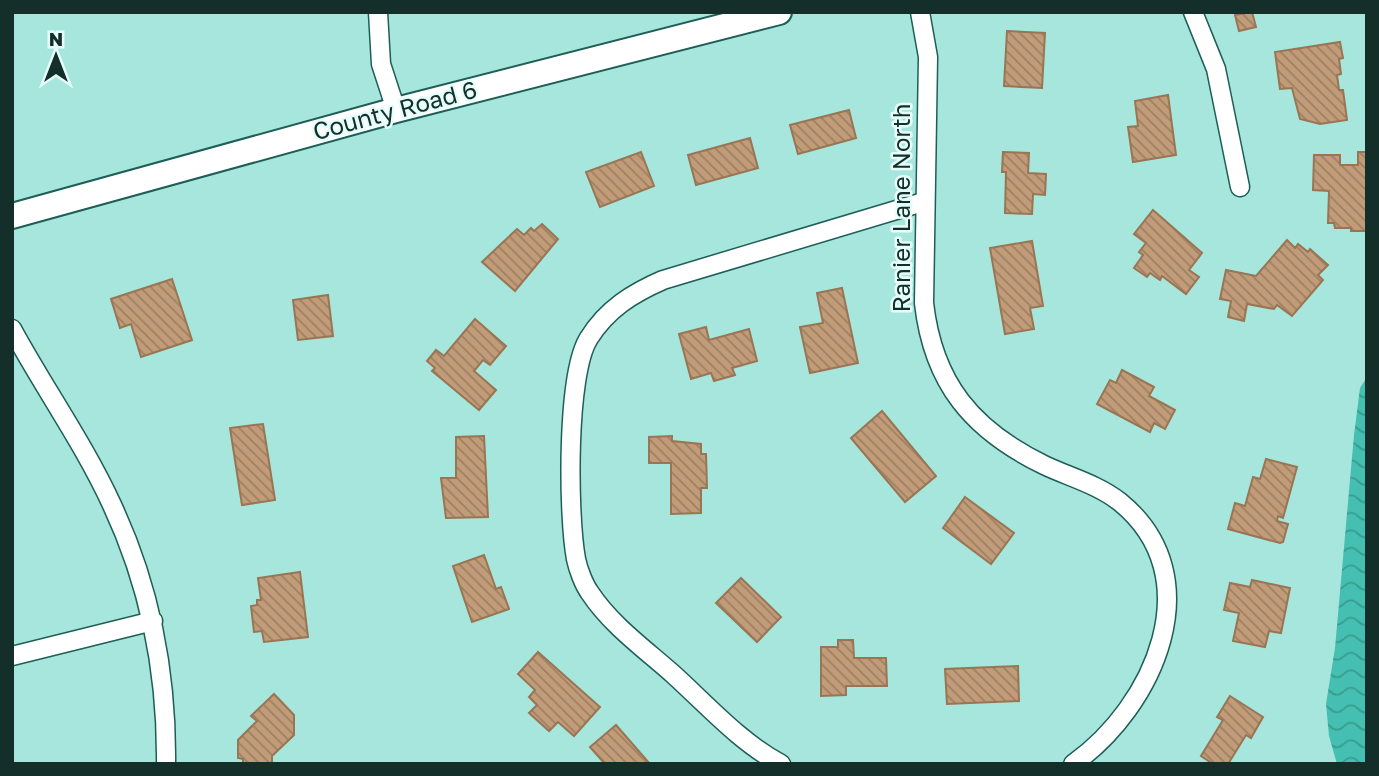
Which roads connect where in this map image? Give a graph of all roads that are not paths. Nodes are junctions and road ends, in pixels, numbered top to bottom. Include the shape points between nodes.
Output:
1 (378, 12) edge
2 (779, 12) edge
3 (920, 12) edge
4 (1193, 12) edge
5 (396, 110) junction
6 (1240, 187) dead end
7 (923, 202) junction
8 (12, 216) edge
9 (12, 329) edge
10 (153, 621) junction
11 (12, 656) edge
12 (774, 762) edge
13 (166, 764) edge
14 (1073, 764) edge

1 - 5 street via 381,64
2 - 5 main road, County Road 6
3 - 7 street, Ranier Lane North via 928,57
4 - 6 street via 1216,69
5 - 8 main road, County Road 6
7 - 12 street via 663,280 634,293 609,313 588,339 576,369 573,523 576,561 590,593 613,620
7 - 14 street, Ranier Lane North via 927,334 947,383 982,426 1011,447 1120,502 1143,528 1169,591 1167,625 1157,658 1101,744
9 - 10 street via 112,503
10 - 11 street
10 - 13 street

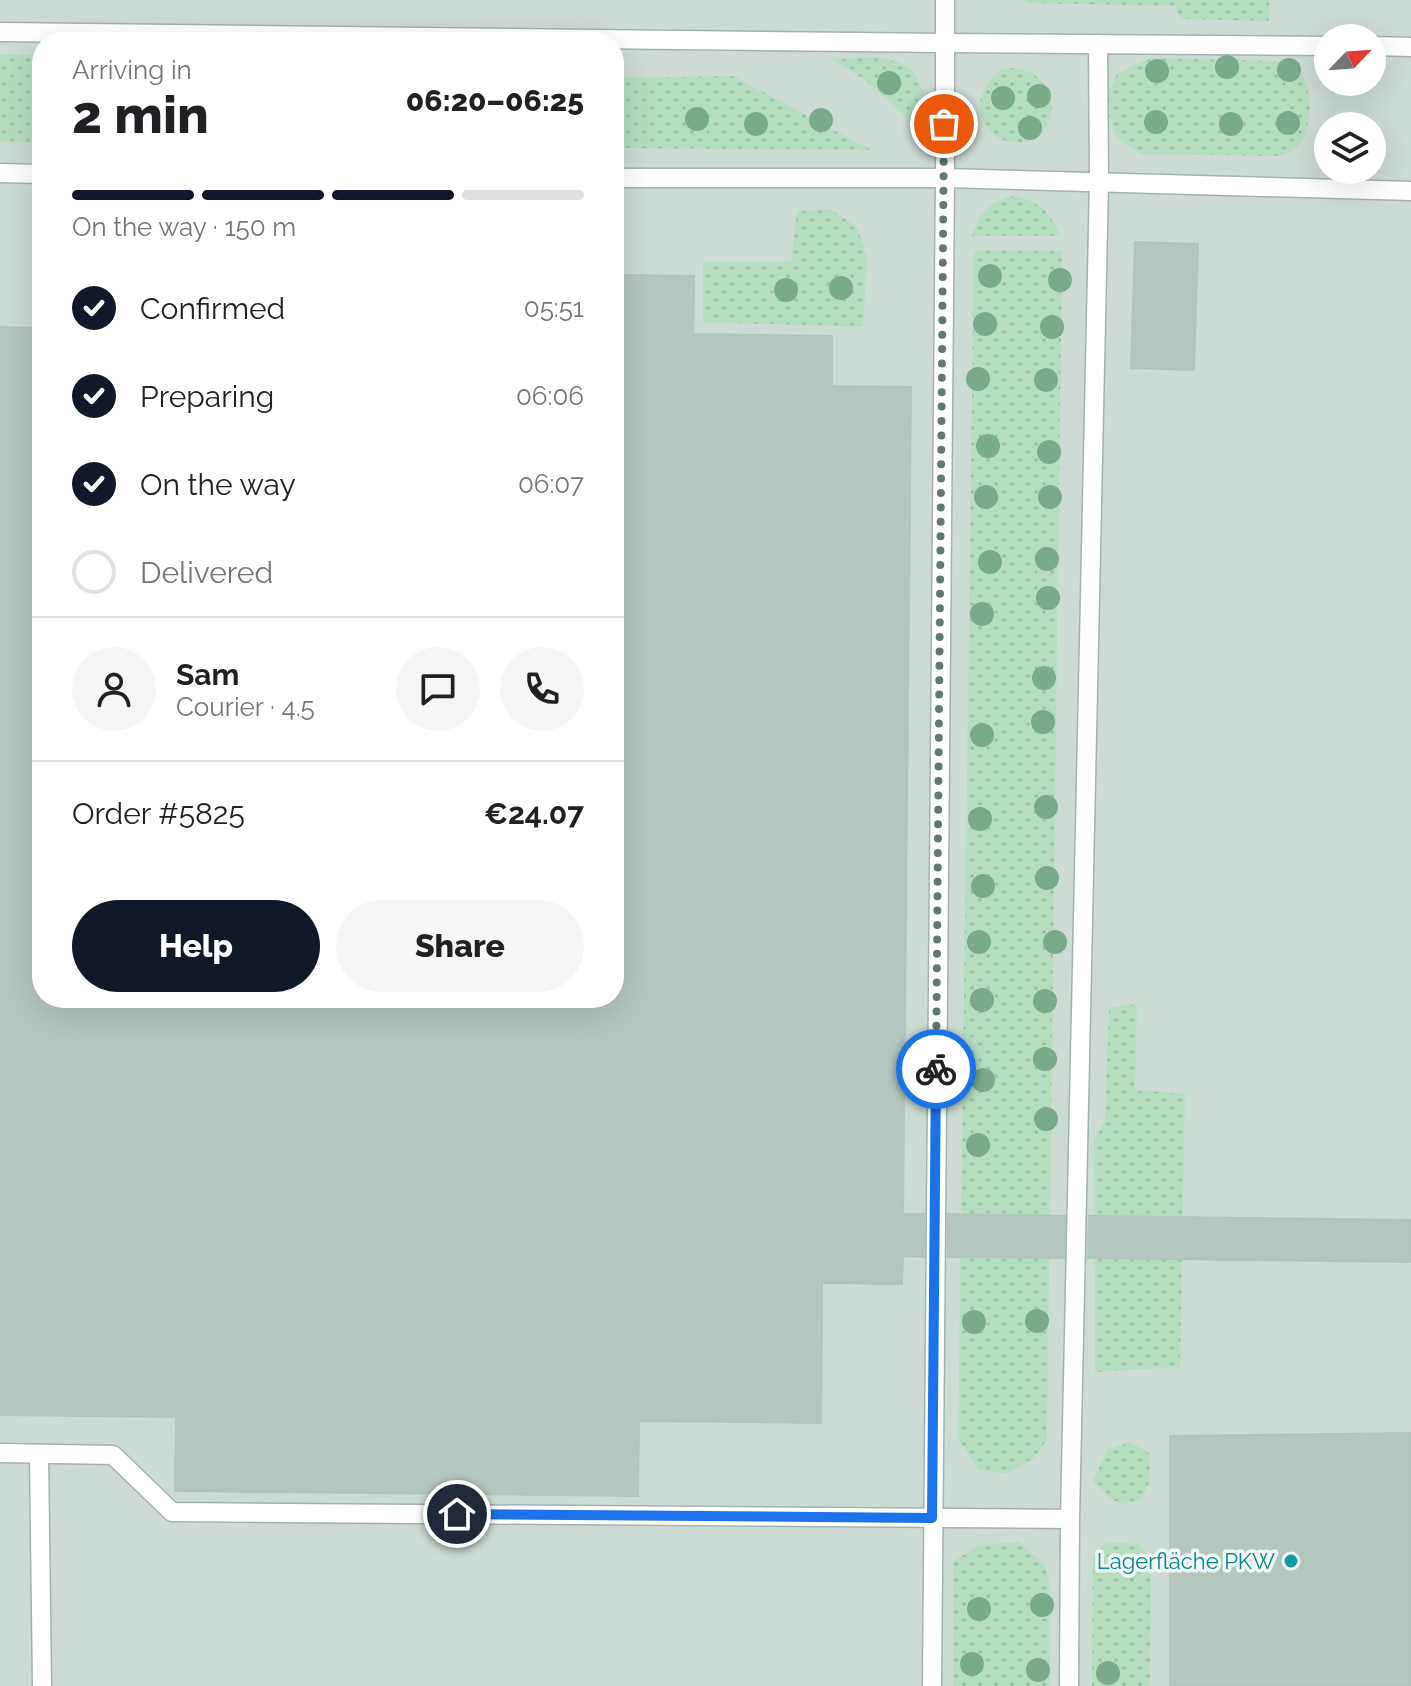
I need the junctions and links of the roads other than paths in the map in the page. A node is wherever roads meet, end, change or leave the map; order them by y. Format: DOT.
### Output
graph roads {
  1 [pos="945,0"];
  2 [pos="0,32"];
  3 [pos="32,32"];
  4 [pos="624,39"];
  5 [pos="944,43"];
  6 [pos="1098,44"];
  7 [pos="1314,46"];
  8 [pos="1386,46"];
  9 [pos="1411,47"];
  10 [pos="0,173"];
  11 [pos="32,174"];
  12 [pos="624,178"];
  13 [pos="945,178"];
  14 [pos="1099,181"];
  15 [pos="1411,191"];
  16 [pos="0,1453"];
  17 [pos="39,1454"];
  18 [pos="932,1518"];
  19 [pos="1070,1519"];
  20 [pos="42,1686"];
  21 [pos="932,1686"];
  22 [pos="1069,1686"];
  1 -- 5 [label="lane"];
  2 -- 3 [label="lane"];
  4 -- 5 [label="lane"];
  5 -- 6 [label="lane"];
  5 -- 13 [label="lane"];
  6 -- 7 [label="lane"];
  6 -- 14 [label="lane"];
  8 -- 9 [label="lane"];
  10 -- 11 [label="lane"];
  12 -- 13 [label="lane"];
  13 -- 14 [label="lane"];
  13 -- 18 [label="lane"];
  14 -- 15 [label="lane"];
  14 -- 19 [label="lane"];
  16 -- 17 [label="lane"];
  17 -- 18 [label="lane"];
  17 -- 20 [label="lane"];
  18 -- 19 [label="lane"];
  18 -- 21 [label="lane"];
  19 -- 22 [label="lane"];
}
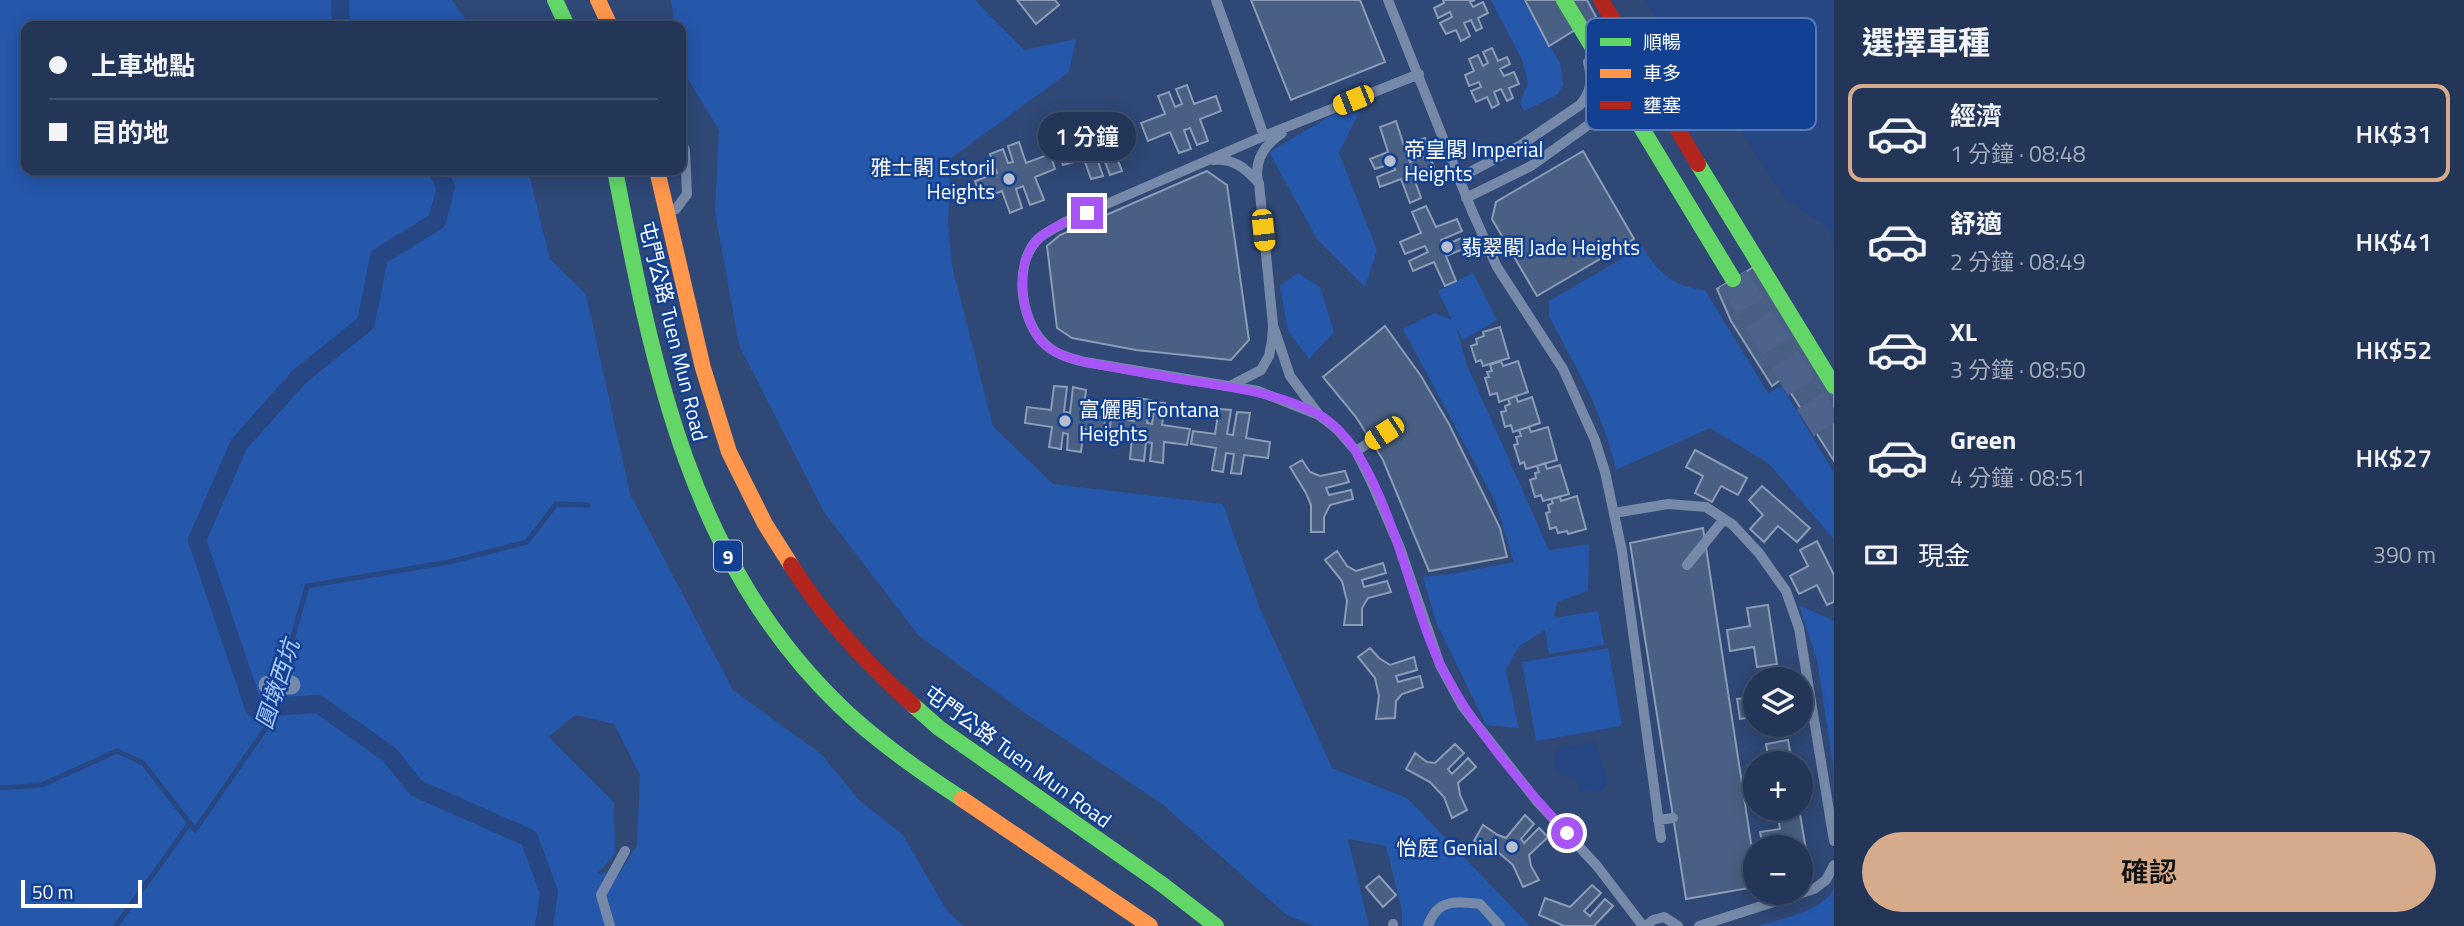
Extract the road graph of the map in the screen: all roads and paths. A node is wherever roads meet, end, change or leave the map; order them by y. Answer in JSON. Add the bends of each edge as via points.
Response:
{"nodes":[{"id":1,"x":555,"y":0,"type":"edge"},
{"id":2,"x":598,"y":0,"type":"edge"},
{"id":3,"x":1216,"y":0,"type":"edge"},
{"id":4,"x":1601,"y":0,"type":"edge"},
{"id":5,"x":1387,"y":1,"type":"edge"},
{"id":6,"x":1569,"y":7,"type":"edge"},
{"id":7,"x":1609,"y":18,"type":"edge"},
{"id":8,"x":1611,"y":18,"type":"edge"},
{"id":9,"x":565,"y":21,"type":"edge"},
{"id":10,"x":608,"y":21,"type":"edge"},
{"id":11,"x":1586,"y":35,"type":"edge"},
{"id":12,"x":1586,"y":60,"type":"edge"},
{"id":13,"x":1419,"y":74,"type":"junction"},
{"id":14,"x":1586,"y":97,"type":"edge"},
{"id":15,"x":1300,"y":122,"type":"junction"},
{"id":16,"x":1586,"y":127,"type":"edge"},
{"id":17,"x":1643,"y":130,"type":"edge"},
{"id":18,"x":1677,"y":130,"type":"edge"},
{"id":19,"x":1264,"y":136,"type":"junction"},
{"id":20,"x":1196,"y":165,"type":"junction"},
{"id":21,"x":686,"y":172,"type":"edge"},
{"id":22,"x":616,"y":175,"type":"edge"},
{"id":23,"x":658,"y":175,"type":"edge"},
{"id":24,"x":1459,"y":178,"type":"junction"},
{"id":25,"x":1259,"y":183,"type":"junction"},
{"id":26,"x":1466,"y":198,"type":"junction"},
{"id":27,"x":668,"y":219,"type":"junction"},
{"id":28,"x":1733,"y":279,"type":"tunnel mouth"},
{"id":29,"x":1273,"y":325,"type":"junction"},
{"id":30,"x":1229,"y":386,"type":"junction"},
{"id":31,"x":1834,"y":386,"type":"edge"},
{"id":32,"x":1319,"y":415,"type":"junction"},
{"id":33,"x":1384,"y":433,"type":"dead end"},
{"id":34,"x":1356,"y":451,"type":"junction"},
{"id":35,"x":1614,"y":513,"type":"junction"},
{"id":36,"x":1724,"y":519,"type":"junction"},
{"id":37,"x":1687,"y":565,"type":"dead end"},
{"id":38,"x":268,"y":685,"type":"dead end"},
{"id":39,"x":290,"y":685,"type":"dead end"},
{"id":40,"x":1673,"y":818,"type":"dead end"},
{"id":41,"x":1658,"y":820,"type":"junction"},
{"id":42,"x":1661,"y":838,"type":"dead end"},
{"id":43,"x":1834,"y":841,"type":"edge"},
{"id":44,"x":625,"y":851,"type":"dead end"},
{"id":45,"x":1834,"y":865,"type":"edge"},
{"id":46,"x":610,"y":926,"type":"edge"},
{"id":47,"x":1150,"y":926,"type":"edge"},
{"id":48,"x":1216,"y":926,"type":"edge"},
{"id":49,"x":1427,"y":926,"type":"edge"},
{"id":50,"x":1500,"y":926,"type":"edge"},
{"id":51,"x":1645,"y":926,"type":"edge"},
{"id":52,"x":1678,"y":926,"type":"edge"},
{"id":53,"x":1699,"y":926,"type":"edge"}],
"edges":[{"from":1,"to":9,"type":"main road"},
{"from":2,"to":10,"type":"main road"},
{"from":3,"to":19,"type":"lane"},
{"from":4,"to":7,"type":"street"},
{"from":4,"to":8,"type":"main road"},
{"from":5,"to":13,"type":"lane"},
{"from":6,"to":11,"type":"main road"},
{"from":6,"to":12,"type":"lane"},
{"from":13,"to":15,"type":"lane"},
{"from":13,"to":24,"type":"lane"},
{"from":14,"to":24,"type":"lane","via":[[1521,145]]},
{"from":15,"to":19,"type":"lane"},
{"from":15,"to":25,"type":"lane","via":[[1265,148],[1256,172]]},
{"from":16,"to":26,"type":"lane","via":[[1531,166]]},
{"from":17,"to":28,"type":"main road"},
{"from":18,"to":31,"type":"main road"},
{"from":19,"to":20,"type":"lane"},
{"from":20,"to":25,"type":"lane","via":[[1224,159],[1247,170]]},
{"from":20,"to":30,"type":"lane","via":[[1065,222],[1038,239],[1027,255],[1024,296],[1029,322],[1042,342],[1060,355]]},
{"from":21,"to":27,"type":"lane","via":[[687,194]]},
{"from":22,"to":47,"type":"main road","name":"屯門公路 Tuen Mun Road","number":"9","via":[[679,446],[716,533],[771,625],[829,694],[882,743],[927,778]]},
{"from":23,"to":27,"type":"main road","name":"屯門公路 Tuen Mun Road","number":"9"},
{"from":24,"to":26,"type":"lane"},
{"from":25,"to":29,"type":"lane"},
{"from":26,"to":35,"type":"lane","via":[[1497,267],[1563,369],[1580,404],[1595,440]]},
{"from":27,"to":48,"type":"main road","name":"屯門公路 Tuen Mun Road","number":"9","via":[[703,368],[729,452],[765,524],[804,586],[877,673],[939,728]]},
{"from":29,"to":30,"type":"lane","via":[[1269,356],[1261,369]]},
{"from":29,"to":32,"type":"lane","via":[[1290,376]]},
{"from":30,"to":32,"type":"lane","via":[[1258,391]]},
{"from":32,"to":34,"type":"lane"},
{"from":33,"to":34,"type":"lane"},
{"from":34,"to":51,"type":"lane","via":[[1400,548],[1440,665],[1463,707]]},
{"from":35,"to":36,"type":"lane","via":[[1668,503],[1706,508]]},
{"from":35,"to":41,"type":"lane"},
{"from":36,"to":37,"type":"lane"},
{"from":36,"to":43,"type":"lane","via":[[1759,553],[1786,591],[1799,628]]},
{"from":38,"to":39,"type":"street"},
{"from":40,"to":41,"type":"lane"},
{"from":41,"to":42,"type":"lane"},
{"from":44,"to":46,"type":"lane","via":[[601,895]]},
{"from":45,"to":53,"type":"lane","via":[[1814,889]]},
{"from":49,"to":50,"type":"lane","via":[[1433,912],[1447,903],[1463,902],[1480,904]]},
{"from":51,"to":52,"type":"lane","via":[[1664,917]]}]}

• Required action:
Using the listing, collect all lines in which the string "Tuen" is found.

• Answer for the task:
{"from":22,"to":47,"type":"main road","name":"屯門公路 Tuen Mun Road","number":"9","via":[[679,446],[716,533],[771,625],[829,694],[882,743],[927,778]]},
{"from":23,"to":27,"type":"main road","name":"屯門公路 Tuen Mun Road","number":"9"},
{"from":27,"to":48,"type":"main road","name":"屯門公路 Tuen Mun Road","number":"9","via":[[703,368],[729,452],[765,524],[804,586],[877,673],[939,728]]},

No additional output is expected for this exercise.